But once St. Peter had been martyred, the testimonies of his sojourn in Rome with St. Paul poured forth in a flood from the early Christian writers. Perhaps the most detailed of these early accounts came from St. Irenaeus of Lyons (d. 200) in his apologetics work, Against Heresies. He gave a detailed account of succession of the bishops of Rome, from St. Peter down to his own day. He referred to Rome as the city “where Peter and Paul proclaimed the gospel and founded the Church. “Other notable early examples were St. Ignatius of Antioch (d. 107), who referred to the Church at Rome as “the Church of Peter and Paul” (Letter to the Romans); St. Cyprian (d. 251), who described Rome as ’The place of Peter” (Epistle 52); and St. Jerome (d. 420), who called Rome “the See of Peter” (Epistle 15, to Pope Damasus). Around A.D. 166, Bishop Dionysius of Corinth wrote to Pope Soter, “You have also, by your very admonition, brought together the planting that was made by Peter and Paul at Rome ….” (quoted in Eusebius, Ecclesiastical History, 2:25).
Besides the vast amount of historical evidence showing that St.
Peter went to Rome, modern archaeology has cinched the case even tighter by a
definitive scientific demonstration that his bones (studies showed that they are
of a powerfully built elderly man who died of crucifixion) are interred directly
beneath the high altar in St. Peter’s Basilica in Rome, several levels down,
where the original first century Vatican hill sloped away toward the Tiber River,
This was just outside the walls of what was once Nero’s Circus — precisely
where all the early Christian and even non-Christian records say St. Peter was
crucified and buried.
The papacy is a medieval Roman invention. The early Church knew nothing of a “supreme pontiff.” Other bishops didn’t regard the bishop of Rome as having special authority to operate the way modern popes do.
Archbishop Fulton Sheen once said, “It is easy to find truth; it is hard to face it, and harder still to follow it.” This is certainly true for some when it comes to facing the historical evidence for the papacy in the early Church.

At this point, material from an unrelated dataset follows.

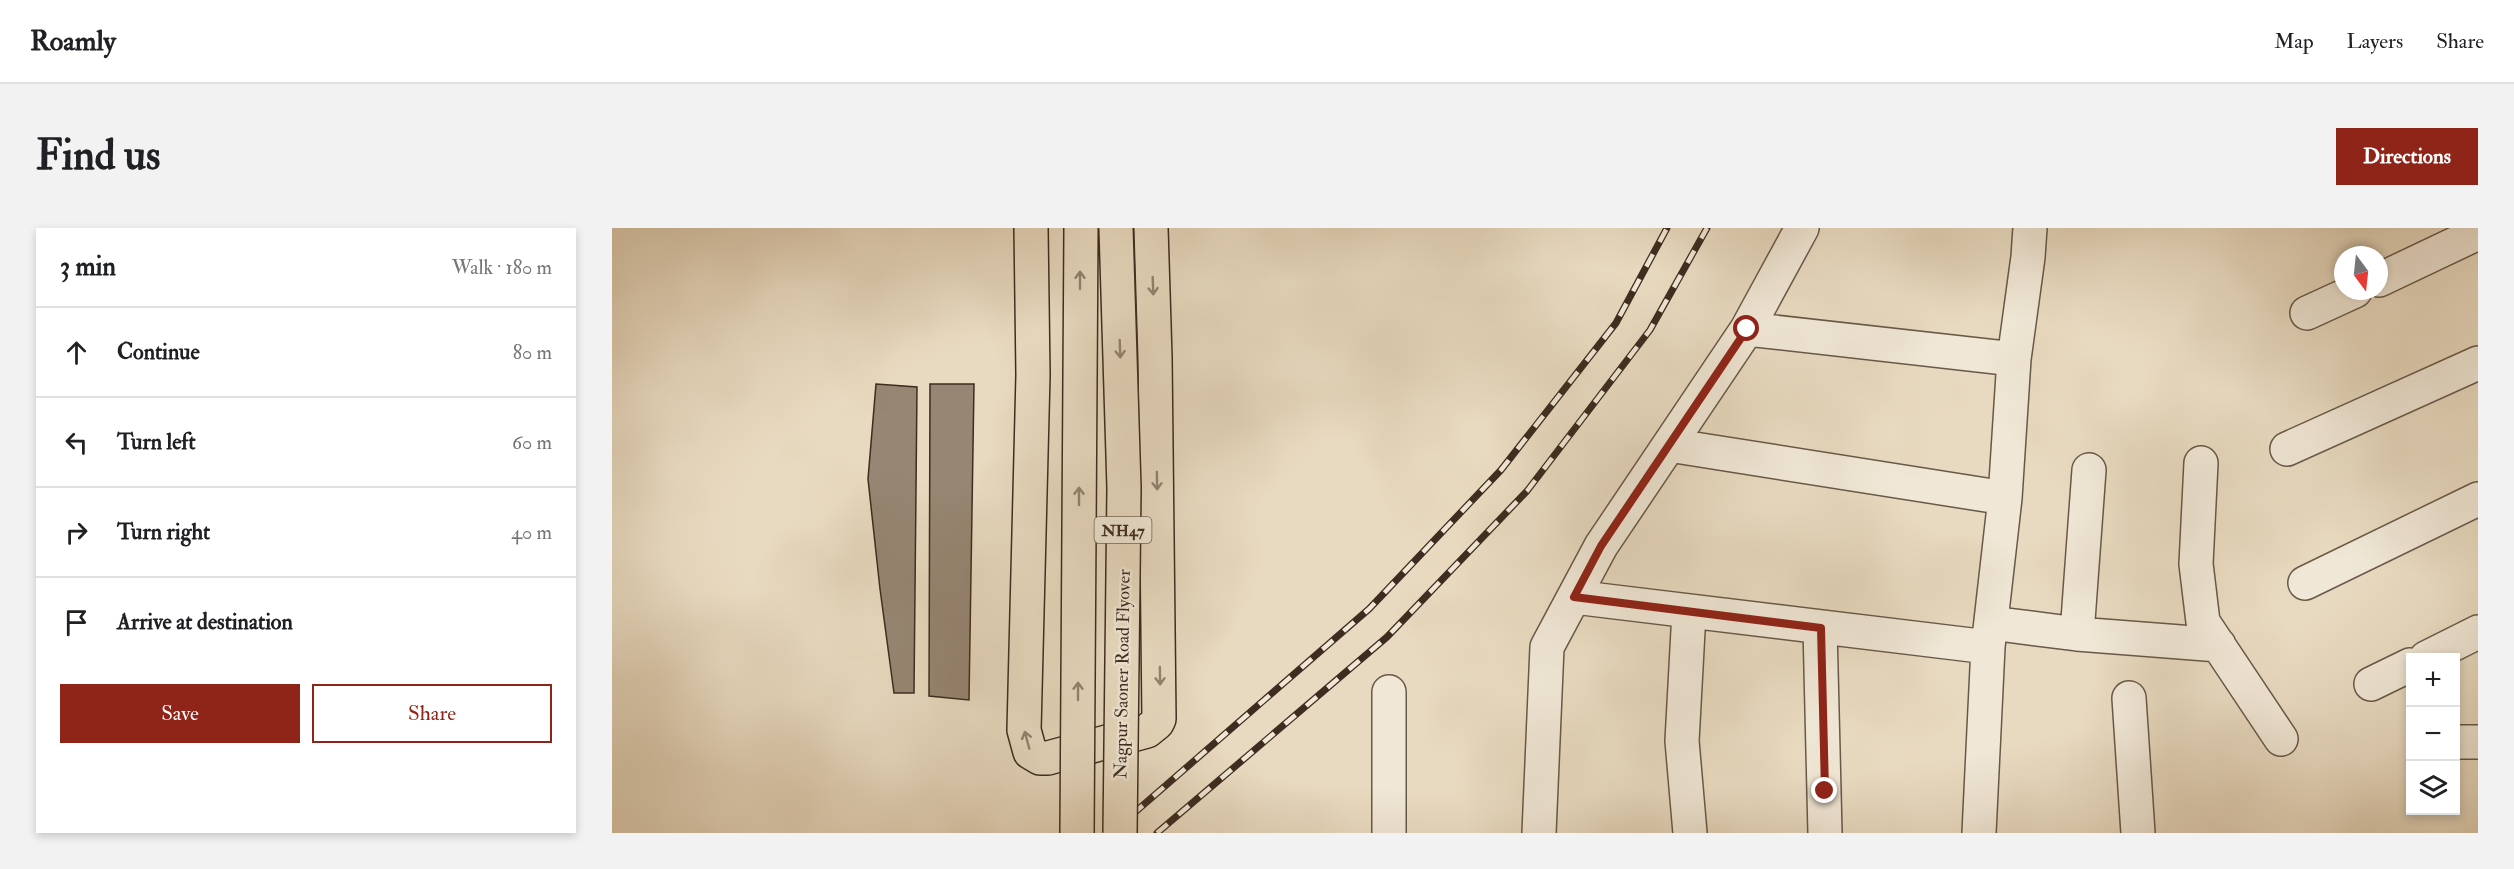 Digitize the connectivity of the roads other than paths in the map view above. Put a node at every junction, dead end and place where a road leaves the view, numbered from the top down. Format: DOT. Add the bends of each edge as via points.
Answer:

The hard-core purveyors of pope fiction refuse to believe that the papacy was established by Christ. But if the equivalent of the modern a Roman invention of the eighth or ninth century, how do we explain the fact that for the preceding 700 years, the bishops of Rome were regarded (and regarded themselves) as having a special, unique authority and responsibility for the whole Church? Here are a few of the hundreds of examples that could be given.
The earliest account we have of a bishop of Rome exercising authority in another diocese comes from St. Clement’s Epistle to the Corinthians. It was written by Clement, bishop of Rome, around the year A.D. 80. In it he responds to the Corinthians’ plea for his intervention. The entire letter is written in a fatherly, kind way but it, is also clear that Clement was quite aware he had a special authority. Two key phrases stand our as testimony of this: “But if any disobey the words spoken by Him [Christ] through us, let them know that they will involve themselves in sin and no small danger” ; and “For you will give us joy and gladness if, obedient to what we have written through the Holy Spirit, you root out the lawless anger of your jealousy” (59, 63). Clearly, this early bishop of Rome wrote as one who expected his words to be obeyed.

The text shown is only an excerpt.